Follow Us GraphicFacebook IconTwitter IconLinkedIn Icon
Search Graphic

Expert Financial Analysis and Reporting

Northwest Biotehrpeutics: How Does DCVax-L Clinical Data Compare to the CAR-T Therapy Axi-Cel? (NWBO, $0.18, Buy)

New Seeking Alpha Article on Seeking Alpha

An article on Seeking Alpha called Northwest Biotherapeutics: Statistically Satisfying was just published by an author who uses the pseudonym Bohsie. He looks at the unblinded data from the phase 3 trial of DCVax-L and hypothesizes that the data seems highly supportive of the hope that the phase 3 trial of DCVax-L will be statistically significant on the primary endpoint of PFS. The article is balanced, insightful and well-reasoned, but as is always the case, writers from hedge funds have viciously attacked the article. The common thread of their comments seems to be that the trial will fail because the stock price is $0.18. None of the numerous posts attacking Bohsie tried to refute his analysis. They just attacked him personally. This is a standard tactic of hedge fund shills.

Hedge Funds Disparage the Article

Hedge funds have been heavily involved on the long side with KITE and for some time I have thought about comparing the phase 2 results for KITE’s CAR-T therapy Axi-Cel versus phase 1/2 results for DCVax-L. I finally did this in response to one of the hedge fund writers Biotech Hawk. This author (probably a consortium of hedge fund personnel) published four highly negative articles on NWBO from July to October of 2014 and then disappeared only to reappear and make comments on Bohsie’s Seeking Alpha article. The four articles were done at a time when there was a widespread short selling attack on NWBO. Anyone want to guess which hedge fund he works for? Anyway, Biotech Hawk in attacking Bohsie praised the data from Kite’s CAR-T drug Axi-Cel. His  comments personally atttcked Bohsie without any attempt to refute the article with meaningful data. Two of his comments are shown below

Comment 1 from Biotech Hawk:

You assume that NWBO is publishing correct information. They have a history of manipulating or misrepresenting data in the past.
You assume NWBO management is competent in running or analyzing clinical trials.
You assume that the PFS data released are accurate. PFS is a subjective measure and it is not clear if NWBO is doing independent analyses of progression, their own interpretation, or using investigator judgement.

You assume that the 83 patients are not just lost data (e.g. patients that had disease progression years ago, but the data has not been entered in the database).

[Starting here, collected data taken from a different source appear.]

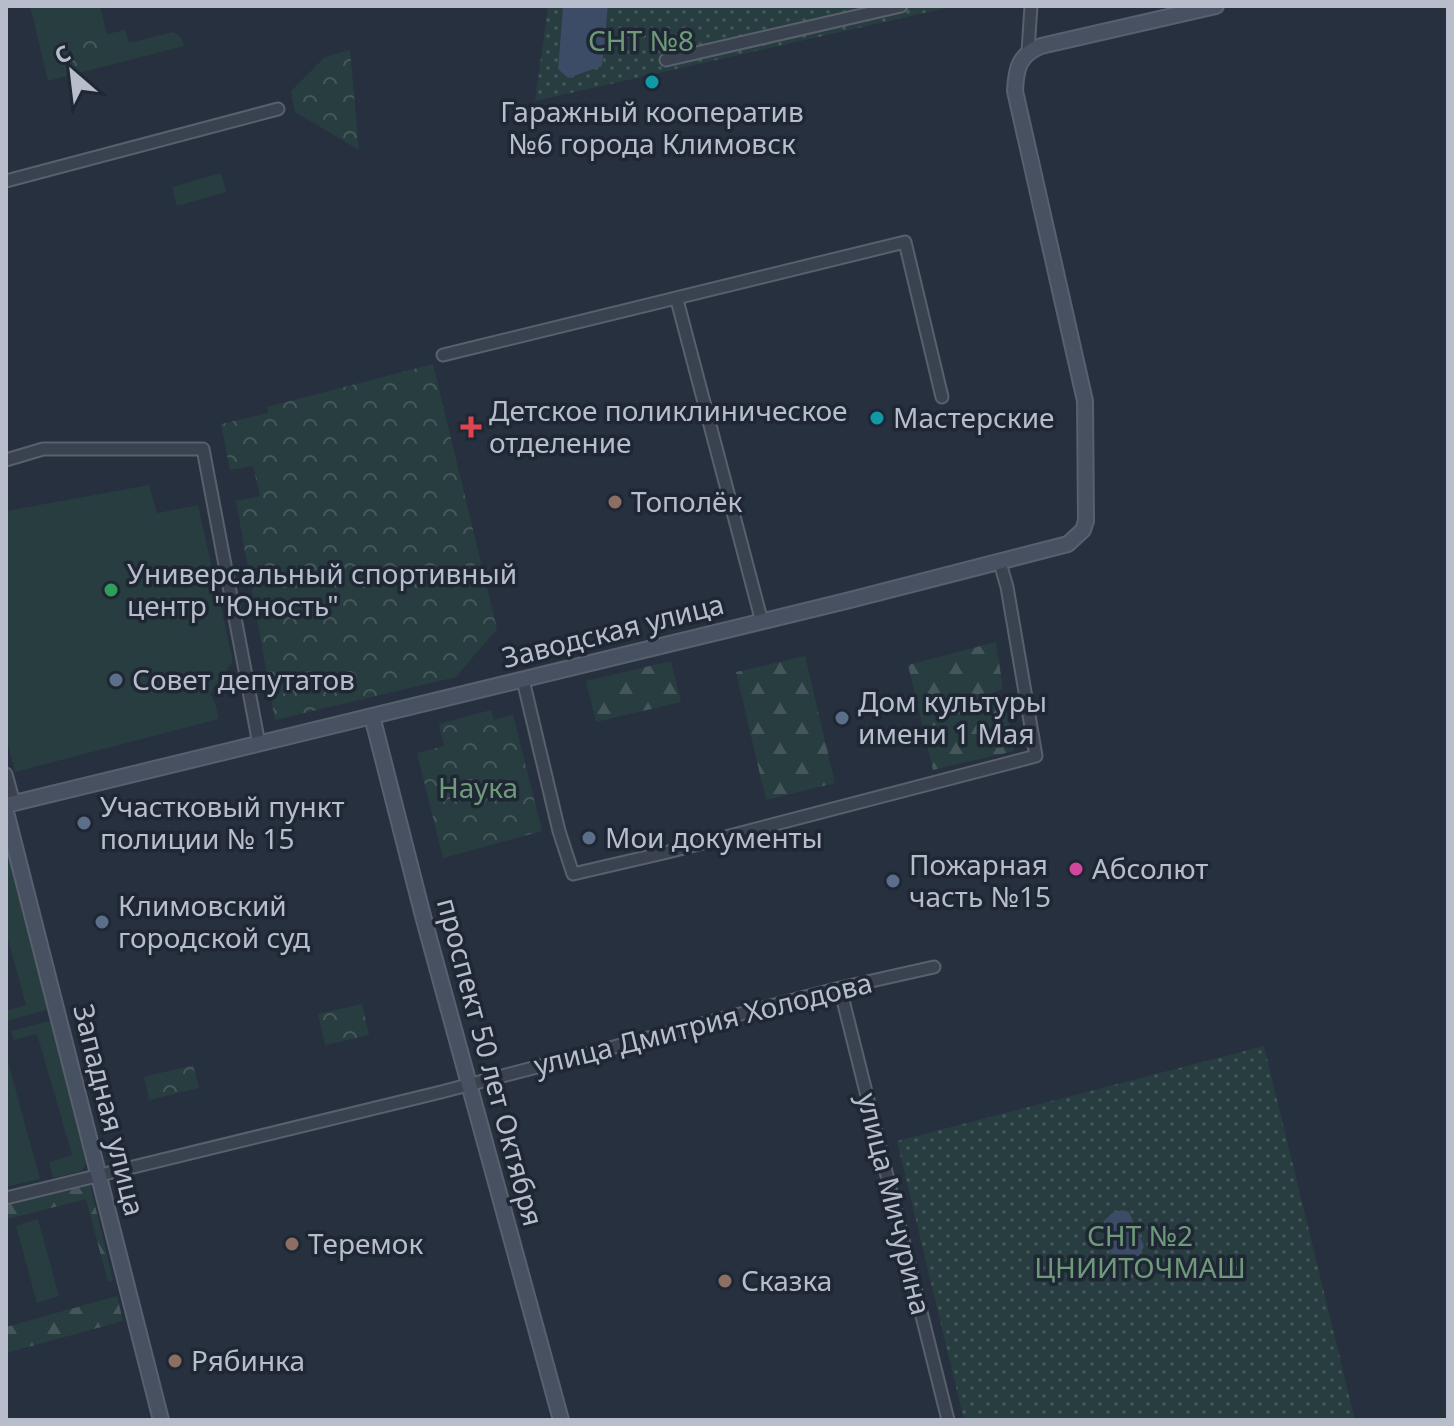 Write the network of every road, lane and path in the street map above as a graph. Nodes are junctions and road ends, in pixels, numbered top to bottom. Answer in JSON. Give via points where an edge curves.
{"nodes":[{"id":1,"x":901,"y":6,"type":"edge"},
{"id":2,"x":1031,"y":6,"type":"edge"},
{"id":3,"x":1216,"y":6,"type":"edge"},
{"id":4,"x":1028,"y":51,"type":"junction"},
{"id":5,"x":666,"y":60,"type":"dead end"},
{"id":6,"x":278,"y":109,"type":"dead end"},
{"id":7,"x":6,"y":181,"type":"edge"},
{"id":8,"x":677,"y":300,"type":"junction"},
{"id":9,"x":443,"y":355,"type":"dead end"},
{"id":10,"x":942,"y":397,"type":"dead end"},
{"id":11,"x":6,"y":460,"type":"edge"},
{"id":12,"x":1000,"y":563,"type":"junction"},
{"id":13,"x":762,"y":622,"type":"junction"},
{"id":14,"x":523,"y":680,"type":"junction"},
{"id":15,"x":372,"y":716,"type":"junction"},
{"id":16,"x":259,"y":744,"type":"junction"},
{"id":17,"x":6,"y":774,"type":"edge"},
{"id":18,"x":9,"y":807,"type":"edge"},
{"id":19,"x":934,"y":967,"type":"dead end"},
{"id":20,"x":840,"y":988,"type":"junction"},
{"id":21,"x":469,"y":1084,"type":"junction"},
{"id":22,"x":99,"y":1176,"type":"junction"},
{"id":23,"x":6,"y":1198,"type":"edge"},
{"id":24,"x":161,"y":1420,"type":"edge"},
{"id":25,"x":561,"y":1420,"type":"edge"},
{"id":26,"x":948,"y":1420,"type":"edge"}],
"edges":[{"from":1,"to":5,"type":"street"},
{"from":2,"to":4,"type":"street"},
{"from":3,"to":4,"type":"street"},
{"from":4,"to":12,"type":"street","name":"Заводская улица","via":[[1017,68],[1015,91],[1085,401],[1086,521],[1068,544]]},
{"from":6,"to":7,"type":"street"},
{"from":8,"to":9,"type":"street"},
{"from":8,"to":10,"type":"street","via":[[905,242]]},
{"from":8,"to":13,"type":"street"},
{"from":11,"to":16,"type":"street","via":[[43,449],[203,449]]},
{"from":12,"to":13,"type":"street","name":"Заводская улица"},
{"from":12,"to":14,"type":"street","via":[[1036,756],[668,852],[573,874]]},
{"from":13,"to":14,"type":"street","name":"Заводская улица"},
{"from":14,"to":15,"type":"street","name":"Заводская улица"},
{"from":15,"to":16,"type":"street","name":"Заводская улица"},
{"from":15,"to":21,"type":"street","name":"проспект 50 лет Октября"},
{"from":16,"to":18,"type":"street","name":"Заводская улица"},
{"from":17,"to":18,"type":"street"},
{"from":18,"to":22,"type":"street","name":"Западная улица"},
{"from":19,"to":20,"type":"street","name":"улица Дмитрия Холодова"},
{"from":20,"to":21,"type":"street","name":"улица Дмитрия Холодова"},
{"from":20,"to":26,"type":"street","name":"улица Мичурина"},
{"from":21,"to":22,"type":"street","name":"улица Дмитрия Холодова"},
{"from":21,"to":25,"type":"street","name":"проспект 50 лет Октября"},
{"from":22,"to":23,"type":"street","name":"улица Дмитрия Холодова"},
{"from":22,"to":24,"type":"street","name":"Западная улица"}]} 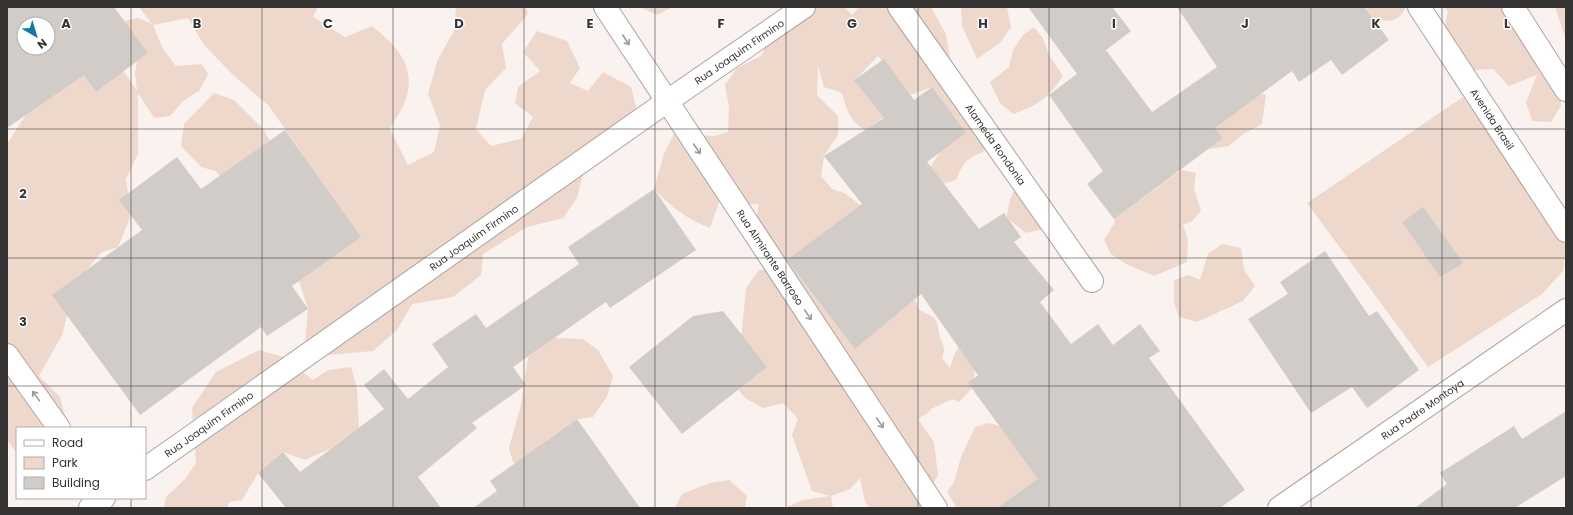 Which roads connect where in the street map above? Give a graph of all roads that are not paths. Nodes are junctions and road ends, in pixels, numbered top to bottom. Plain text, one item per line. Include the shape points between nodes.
1 (605, 7) edge
2 (804, 7) edge
3 (899, 7) edge
4 (1419, 7) edge
5 (1513, 7) edge
6 (1566, 90) edge
7 (666, 102) junction
8 (1566, 231) edge
9 (1092, 281) dead end
10 (1566, 310) edge
11 (7, 355) edge
12 (58, 427) edge
13 (146, 468) edge
14 (104, 499) edge
15 (107, 499) edge
16 (90, 508) edge
17 (114, 508) edge
18 (936, 508) edge
19 (1279, 508) edge

1 -> 7 street, Rua Almirante Barroso
2 - 7 street, Rua Joaquim Firmino
3 - 9 street, Alameda Rondonia
4 - 8 street, Avenida Brasil
5 - 6 street
7 - 13 street, Rua Joaquim Firmino
7 -> 18 street, Rua Almirante Barroso
10 - 19 street, Rua Padre Montoya
12 -> 11 street
14 - 16 street
15 - 17 street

Why, oh why, has it taken more than 6 months to release the results of the trial. The study primary endpoint is at 248 PFS events. That was reached in February. In 20+ years of running clinical trials, I have never seen an analysis take so long.
I once had a short position in this stock and exited that position almost 2 years ago. I have no dog in this fight, except that it pisses me off to see obvious frauds still in existence giving people false hope.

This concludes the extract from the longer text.